PaulHoule · on Feb 7, 2024

'graph-over-lines' means that instead of sending a series of rows over a line you send a series of graphs (more or less JSON documents) over the lines. For instance you might send a record that contains both basic data about a customer (name, address) and a list of orders the customer has made and one of the operations in a box can work on the whole thing as a unit.

Imagine each box has something like "jq" inside of it.

In the prototype I made I used the same RDF tools to define the overall processing graph as well as the little graphs that go over the lines. The folks who make Jena told me I was breaking the warrantee on their rules engine but I found I was able to use production rules to control the process (control plane) that sets up and tears down reactive streams and other resources (like a key-value store) that are part of the data plane.

hermitcrab · on Feb 7, 2024

Ok, so if I understand you correctly, the data structure you want to pass between boxes is a tree structure, rather than a table.

I think that approach would work well with some data, particular data encoded in XML or JSON. But a lot of data is 'rectangular' and comes as CSV, Excel or relational tables. I can't imagine it work well with that.

PaulHoule · on Feb 7, 2024

It works fine for rectangular structures, I mean you can write a JSON document like

  { "a": 1, "b": 2, "c": 3}

you do pay a performance cost but remember the thing can have a compiler in it that can figure out that the data that goes over a certain line has a fixed structure and treated accordingly, e.g. the above could be just

  01 02 03

The trouble w/ the relational model is that you often have to calculate things that involve joins (say you want to know the average selling point of items from the garden supplies department were bought by people in the rewards program) and you fundamentally can't do that inside one box, rather you have to build a great big network of boxes and lines that is difficult to understand and maintain. What is 8 boxes with joins could be done in one box if the data was shaped appropriately. You open up a whole world of possible software reuse (cut and paste one box, not a huge network of boxes and lines)

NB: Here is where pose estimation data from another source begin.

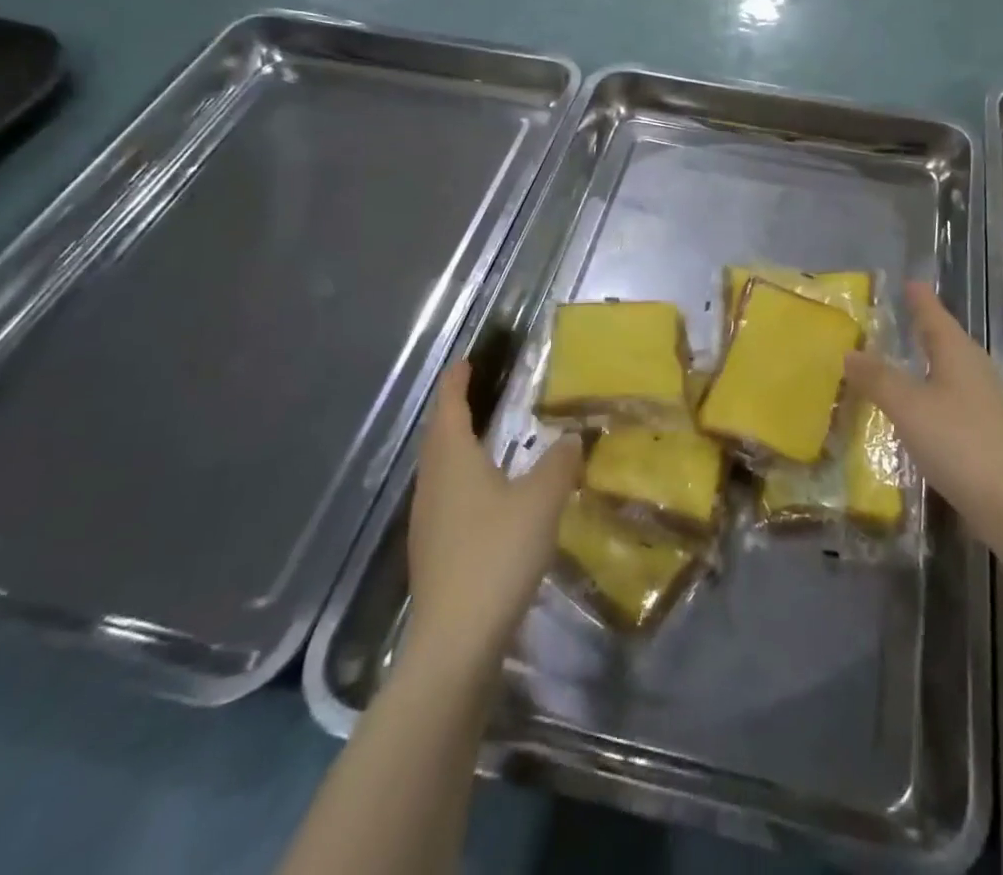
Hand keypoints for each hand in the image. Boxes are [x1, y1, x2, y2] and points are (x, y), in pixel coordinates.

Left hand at [403, 362, 581, 674]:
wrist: (456, 641)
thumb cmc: (497, 554)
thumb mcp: (541, 500)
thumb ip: (559, 463)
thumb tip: (573, 436)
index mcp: (453, 461)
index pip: (449, 408)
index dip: (456, 382)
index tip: (466, 360)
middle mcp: (433, 485)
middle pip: (438, 437)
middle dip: (454, 411)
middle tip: (476, 392)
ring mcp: (428, 522)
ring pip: (441, 469)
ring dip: (457, 446)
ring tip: (484, 437)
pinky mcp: (434, 552)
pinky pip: (447, 497)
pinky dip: (464, 479)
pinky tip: (487, 495)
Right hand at [844, 282, 1002, 543]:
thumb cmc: (957, 442)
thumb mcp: (907, 406)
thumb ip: (877, 378)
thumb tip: (849, 352)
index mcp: (958, 353)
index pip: (934, 315)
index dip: (920, 299)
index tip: (909, 282)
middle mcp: (974, 369)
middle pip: (946, 338)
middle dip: (924, 326)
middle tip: (901, 314)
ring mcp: (984, 400)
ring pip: (951, 368)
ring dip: (928, 359)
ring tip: (904, 356)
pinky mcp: (986, 429)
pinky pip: (953, 394)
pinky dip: (932, 388)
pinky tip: (921, 405)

The demo I did processed XML documents from

https://www.gleif.org/en/lei-data/access-and-use-lei-data

which was almost like a flat CSV listing information about business registrations and then merged it with some other flat files and a "knowledge graph" to make a set of specialized databases that made a web application for browsing registrations.

A key concept here is "structural stability", yes 90% of the data comes in rectangular forms. With graphs you can deal with the other 10% with about 10% more effort but if you are in the rectangular straightjacket it is more like 10x more effort not 10% more. Pretty quickly most of the headspace in a classical data analysis pipelines involves the weird, irregular and hard to do stuff even if it's not most of it.

hermitcrab · on Feb 7, 2024

The relational approach requires flattening JSON or XML into a table. Which is far from ideal, I agree.

What you are suggesting sounds more general purpose, but also significantly more complex. A table of data that passes through transforms is quite easy to explain to non-techies. I don't fancy explaining your approach to a non-techie.